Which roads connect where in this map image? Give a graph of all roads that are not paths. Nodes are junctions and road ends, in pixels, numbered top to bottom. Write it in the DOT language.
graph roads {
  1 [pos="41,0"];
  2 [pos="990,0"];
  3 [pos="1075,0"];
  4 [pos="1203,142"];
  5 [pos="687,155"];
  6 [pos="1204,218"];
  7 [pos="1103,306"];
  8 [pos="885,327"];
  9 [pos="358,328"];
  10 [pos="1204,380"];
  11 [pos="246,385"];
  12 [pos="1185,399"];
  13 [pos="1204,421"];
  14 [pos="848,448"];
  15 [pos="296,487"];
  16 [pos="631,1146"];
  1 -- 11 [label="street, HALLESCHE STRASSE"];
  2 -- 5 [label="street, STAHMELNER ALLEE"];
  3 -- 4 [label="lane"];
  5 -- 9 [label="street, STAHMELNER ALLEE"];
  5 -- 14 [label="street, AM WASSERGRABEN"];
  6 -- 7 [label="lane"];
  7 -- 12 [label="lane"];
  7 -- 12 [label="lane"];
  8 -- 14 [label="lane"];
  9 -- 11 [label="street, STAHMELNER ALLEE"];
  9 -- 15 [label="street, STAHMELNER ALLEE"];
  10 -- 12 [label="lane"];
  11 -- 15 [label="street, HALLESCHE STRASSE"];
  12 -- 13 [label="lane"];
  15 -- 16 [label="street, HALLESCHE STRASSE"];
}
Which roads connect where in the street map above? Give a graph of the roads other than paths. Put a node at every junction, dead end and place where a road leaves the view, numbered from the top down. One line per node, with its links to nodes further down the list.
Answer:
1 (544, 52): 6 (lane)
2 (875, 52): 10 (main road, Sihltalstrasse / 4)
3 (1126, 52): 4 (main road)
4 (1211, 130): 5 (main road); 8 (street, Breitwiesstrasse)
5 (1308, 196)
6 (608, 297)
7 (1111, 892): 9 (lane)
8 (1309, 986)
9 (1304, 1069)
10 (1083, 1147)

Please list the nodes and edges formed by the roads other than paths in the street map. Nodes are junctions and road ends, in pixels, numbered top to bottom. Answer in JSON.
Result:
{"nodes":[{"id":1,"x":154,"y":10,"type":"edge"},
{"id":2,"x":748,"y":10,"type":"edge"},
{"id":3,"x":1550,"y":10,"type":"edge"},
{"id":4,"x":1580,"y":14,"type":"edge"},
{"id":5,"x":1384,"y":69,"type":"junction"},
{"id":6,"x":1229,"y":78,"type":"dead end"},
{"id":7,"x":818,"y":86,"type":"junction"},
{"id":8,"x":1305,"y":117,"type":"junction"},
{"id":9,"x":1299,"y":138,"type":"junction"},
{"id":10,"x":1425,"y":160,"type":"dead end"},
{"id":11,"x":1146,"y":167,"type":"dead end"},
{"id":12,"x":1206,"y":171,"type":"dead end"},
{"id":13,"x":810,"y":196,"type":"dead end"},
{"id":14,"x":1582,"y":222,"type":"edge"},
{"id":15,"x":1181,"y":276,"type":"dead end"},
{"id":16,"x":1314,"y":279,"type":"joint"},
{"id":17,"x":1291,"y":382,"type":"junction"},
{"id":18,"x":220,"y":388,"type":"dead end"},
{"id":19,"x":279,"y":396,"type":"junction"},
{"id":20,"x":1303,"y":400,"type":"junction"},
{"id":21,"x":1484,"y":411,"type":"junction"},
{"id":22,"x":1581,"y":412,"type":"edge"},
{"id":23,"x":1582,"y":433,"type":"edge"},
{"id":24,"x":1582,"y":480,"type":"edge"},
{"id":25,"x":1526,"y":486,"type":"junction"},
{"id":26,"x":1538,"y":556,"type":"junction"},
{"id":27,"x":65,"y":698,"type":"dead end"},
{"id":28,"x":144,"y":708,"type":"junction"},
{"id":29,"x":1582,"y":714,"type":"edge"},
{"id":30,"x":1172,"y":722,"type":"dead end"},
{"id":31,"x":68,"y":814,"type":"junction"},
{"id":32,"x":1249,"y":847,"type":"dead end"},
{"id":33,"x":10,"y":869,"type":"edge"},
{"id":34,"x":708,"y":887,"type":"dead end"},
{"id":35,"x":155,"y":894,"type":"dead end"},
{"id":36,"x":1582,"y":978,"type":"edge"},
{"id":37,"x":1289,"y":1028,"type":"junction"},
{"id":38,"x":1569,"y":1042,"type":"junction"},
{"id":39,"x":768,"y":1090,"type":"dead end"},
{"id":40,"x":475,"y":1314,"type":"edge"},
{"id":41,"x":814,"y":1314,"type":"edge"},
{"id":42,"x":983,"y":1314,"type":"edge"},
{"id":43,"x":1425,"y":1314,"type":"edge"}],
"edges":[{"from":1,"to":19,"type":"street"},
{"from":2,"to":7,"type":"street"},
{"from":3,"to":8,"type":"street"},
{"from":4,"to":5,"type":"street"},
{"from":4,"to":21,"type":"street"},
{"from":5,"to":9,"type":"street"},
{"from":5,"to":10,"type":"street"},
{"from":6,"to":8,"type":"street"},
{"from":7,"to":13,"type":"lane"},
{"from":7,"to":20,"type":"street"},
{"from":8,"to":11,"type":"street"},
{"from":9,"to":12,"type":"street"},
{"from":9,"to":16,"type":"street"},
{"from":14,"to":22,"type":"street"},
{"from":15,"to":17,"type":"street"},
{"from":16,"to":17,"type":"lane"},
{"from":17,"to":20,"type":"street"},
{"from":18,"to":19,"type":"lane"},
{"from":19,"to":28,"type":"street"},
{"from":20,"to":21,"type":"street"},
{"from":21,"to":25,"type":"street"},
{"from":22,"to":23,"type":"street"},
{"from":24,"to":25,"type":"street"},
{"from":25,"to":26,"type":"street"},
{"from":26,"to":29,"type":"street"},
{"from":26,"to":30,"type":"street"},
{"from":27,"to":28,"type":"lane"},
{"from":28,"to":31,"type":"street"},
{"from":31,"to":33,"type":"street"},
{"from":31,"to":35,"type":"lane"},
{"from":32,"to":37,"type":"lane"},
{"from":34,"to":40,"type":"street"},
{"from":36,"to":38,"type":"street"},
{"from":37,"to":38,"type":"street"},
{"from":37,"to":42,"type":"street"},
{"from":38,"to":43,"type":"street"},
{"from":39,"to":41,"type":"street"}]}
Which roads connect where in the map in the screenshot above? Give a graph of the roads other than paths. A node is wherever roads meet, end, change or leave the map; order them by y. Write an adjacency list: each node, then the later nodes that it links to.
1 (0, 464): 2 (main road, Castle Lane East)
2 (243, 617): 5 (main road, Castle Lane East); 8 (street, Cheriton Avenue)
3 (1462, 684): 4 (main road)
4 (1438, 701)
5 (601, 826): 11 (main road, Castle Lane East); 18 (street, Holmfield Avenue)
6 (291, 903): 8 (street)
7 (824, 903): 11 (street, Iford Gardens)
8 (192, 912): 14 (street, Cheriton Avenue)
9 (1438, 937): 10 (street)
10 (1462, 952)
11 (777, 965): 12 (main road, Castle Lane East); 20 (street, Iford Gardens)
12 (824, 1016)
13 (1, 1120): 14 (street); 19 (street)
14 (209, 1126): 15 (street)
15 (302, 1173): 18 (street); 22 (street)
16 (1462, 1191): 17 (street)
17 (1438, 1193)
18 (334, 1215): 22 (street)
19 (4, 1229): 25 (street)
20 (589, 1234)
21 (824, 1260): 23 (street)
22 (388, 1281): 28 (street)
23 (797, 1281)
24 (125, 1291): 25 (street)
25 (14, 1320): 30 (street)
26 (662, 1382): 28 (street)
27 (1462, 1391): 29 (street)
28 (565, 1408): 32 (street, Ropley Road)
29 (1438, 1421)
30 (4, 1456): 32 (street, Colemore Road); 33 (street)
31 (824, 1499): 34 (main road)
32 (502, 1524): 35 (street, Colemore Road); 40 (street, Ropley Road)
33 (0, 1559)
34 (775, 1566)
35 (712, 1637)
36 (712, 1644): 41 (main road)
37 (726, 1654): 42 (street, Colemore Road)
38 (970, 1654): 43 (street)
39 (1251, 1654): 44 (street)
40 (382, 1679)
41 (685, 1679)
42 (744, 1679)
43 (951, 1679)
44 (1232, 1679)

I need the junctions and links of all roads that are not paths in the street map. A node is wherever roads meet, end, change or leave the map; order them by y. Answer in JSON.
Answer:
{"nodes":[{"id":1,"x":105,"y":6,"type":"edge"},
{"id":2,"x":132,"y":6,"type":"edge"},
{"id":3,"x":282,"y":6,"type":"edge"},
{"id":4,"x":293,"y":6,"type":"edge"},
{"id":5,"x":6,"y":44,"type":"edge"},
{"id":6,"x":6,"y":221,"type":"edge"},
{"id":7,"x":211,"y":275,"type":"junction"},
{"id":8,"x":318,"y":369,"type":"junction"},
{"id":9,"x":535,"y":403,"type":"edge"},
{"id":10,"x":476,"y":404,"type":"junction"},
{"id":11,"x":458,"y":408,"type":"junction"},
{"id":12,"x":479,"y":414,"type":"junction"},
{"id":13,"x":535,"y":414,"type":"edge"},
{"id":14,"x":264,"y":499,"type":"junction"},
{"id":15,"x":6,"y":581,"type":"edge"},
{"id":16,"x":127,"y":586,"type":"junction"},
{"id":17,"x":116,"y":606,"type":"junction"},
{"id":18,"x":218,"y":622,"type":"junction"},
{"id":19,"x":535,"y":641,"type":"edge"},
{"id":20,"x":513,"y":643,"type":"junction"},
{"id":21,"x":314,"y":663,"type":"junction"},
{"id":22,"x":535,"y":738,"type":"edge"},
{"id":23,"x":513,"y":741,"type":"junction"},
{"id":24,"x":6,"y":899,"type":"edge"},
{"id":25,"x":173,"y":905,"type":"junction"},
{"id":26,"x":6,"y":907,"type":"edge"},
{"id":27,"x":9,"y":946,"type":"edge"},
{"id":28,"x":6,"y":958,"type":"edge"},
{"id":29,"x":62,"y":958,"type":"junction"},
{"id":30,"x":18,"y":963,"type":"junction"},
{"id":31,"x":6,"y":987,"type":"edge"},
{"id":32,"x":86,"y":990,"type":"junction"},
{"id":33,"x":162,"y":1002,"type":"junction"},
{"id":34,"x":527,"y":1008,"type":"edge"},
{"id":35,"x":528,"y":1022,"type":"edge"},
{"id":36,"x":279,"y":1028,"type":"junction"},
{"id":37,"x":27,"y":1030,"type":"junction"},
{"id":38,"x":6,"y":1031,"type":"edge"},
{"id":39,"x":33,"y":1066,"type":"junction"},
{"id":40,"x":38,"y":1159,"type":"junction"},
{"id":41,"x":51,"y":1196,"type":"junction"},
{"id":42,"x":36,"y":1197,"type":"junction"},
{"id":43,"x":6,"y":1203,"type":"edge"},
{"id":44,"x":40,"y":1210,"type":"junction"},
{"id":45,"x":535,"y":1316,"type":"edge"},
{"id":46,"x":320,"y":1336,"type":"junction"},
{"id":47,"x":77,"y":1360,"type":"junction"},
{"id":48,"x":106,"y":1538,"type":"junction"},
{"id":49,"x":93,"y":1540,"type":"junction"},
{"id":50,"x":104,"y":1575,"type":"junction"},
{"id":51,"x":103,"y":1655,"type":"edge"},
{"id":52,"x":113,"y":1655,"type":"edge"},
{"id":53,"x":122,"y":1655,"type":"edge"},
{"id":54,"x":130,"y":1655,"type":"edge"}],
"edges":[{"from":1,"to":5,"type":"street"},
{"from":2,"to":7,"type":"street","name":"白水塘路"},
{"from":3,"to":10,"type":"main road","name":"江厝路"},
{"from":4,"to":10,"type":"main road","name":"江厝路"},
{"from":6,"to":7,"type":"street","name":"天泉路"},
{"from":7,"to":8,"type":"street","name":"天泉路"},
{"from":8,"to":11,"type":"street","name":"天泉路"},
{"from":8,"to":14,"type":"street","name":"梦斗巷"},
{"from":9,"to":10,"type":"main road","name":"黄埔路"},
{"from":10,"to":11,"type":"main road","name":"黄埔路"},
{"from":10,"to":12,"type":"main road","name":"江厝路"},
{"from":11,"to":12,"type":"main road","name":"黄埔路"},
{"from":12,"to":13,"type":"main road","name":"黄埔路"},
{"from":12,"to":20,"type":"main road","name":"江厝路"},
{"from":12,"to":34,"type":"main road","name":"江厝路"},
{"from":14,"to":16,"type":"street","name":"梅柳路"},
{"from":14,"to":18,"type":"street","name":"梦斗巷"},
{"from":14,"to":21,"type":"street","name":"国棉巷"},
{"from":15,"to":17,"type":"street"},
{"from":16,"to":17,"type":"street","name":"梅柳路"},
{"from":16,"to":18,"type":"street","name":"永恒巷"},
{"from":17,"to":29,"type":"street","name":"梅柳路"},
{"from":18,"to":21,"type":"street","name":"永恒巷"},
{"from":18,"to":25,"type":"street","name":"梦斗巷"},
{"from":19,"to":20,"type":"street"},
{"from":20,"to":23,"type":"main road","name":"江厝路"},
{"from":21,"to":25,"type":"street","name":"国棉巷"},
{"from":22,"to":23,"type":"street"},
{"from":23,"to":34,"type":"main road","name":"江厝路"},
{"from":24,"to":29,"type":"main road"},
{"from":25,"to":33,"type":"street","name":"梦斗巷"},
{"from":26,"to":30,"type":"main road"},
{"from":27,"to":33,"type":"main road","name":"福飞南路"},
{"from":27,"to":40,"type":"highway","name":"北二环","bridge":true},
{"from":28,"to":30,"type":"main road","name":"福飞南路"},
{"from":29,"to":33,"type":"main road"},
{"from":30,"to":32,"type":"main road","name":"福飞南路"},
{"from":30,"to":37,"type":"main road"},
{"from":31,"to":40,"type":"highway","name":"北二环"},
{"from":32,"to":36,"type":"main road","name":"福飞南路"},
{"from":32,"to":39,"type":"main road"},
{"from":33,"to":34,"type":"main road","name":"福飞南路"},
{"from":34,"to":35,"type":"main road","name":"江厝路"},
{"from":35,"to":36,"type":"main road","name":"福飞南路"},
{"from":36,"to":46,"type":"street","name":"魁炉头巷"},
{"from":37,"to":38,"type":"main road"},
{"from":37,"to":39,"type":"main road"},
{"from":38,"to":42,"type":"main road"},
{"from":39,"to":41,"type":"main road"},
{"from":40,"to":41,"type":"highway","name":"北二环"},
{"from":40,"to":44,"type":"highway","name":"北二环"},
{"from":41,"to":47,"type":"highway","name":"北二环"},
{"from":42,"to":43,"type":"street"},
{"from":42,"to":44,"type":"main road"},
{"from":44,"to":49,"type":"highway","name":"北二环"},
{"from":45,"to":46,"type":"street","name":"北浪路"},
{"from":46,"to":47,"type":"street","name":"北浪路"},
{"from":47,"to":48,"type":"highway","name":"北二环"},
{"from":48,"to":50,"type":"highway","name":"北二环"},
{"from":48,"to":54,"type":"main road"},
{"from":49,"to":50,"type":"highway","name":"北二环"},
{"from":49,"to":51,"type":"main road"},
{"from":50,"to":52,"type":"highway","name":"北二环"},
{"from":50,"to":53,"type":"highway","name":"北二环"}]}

# # # #

| REQUIRED WORK |
Tally every line in these entries where the string "HALLESCHE" occurs. The tally alone is the answer.

| OUTPUT OF THE EXERCISE |
3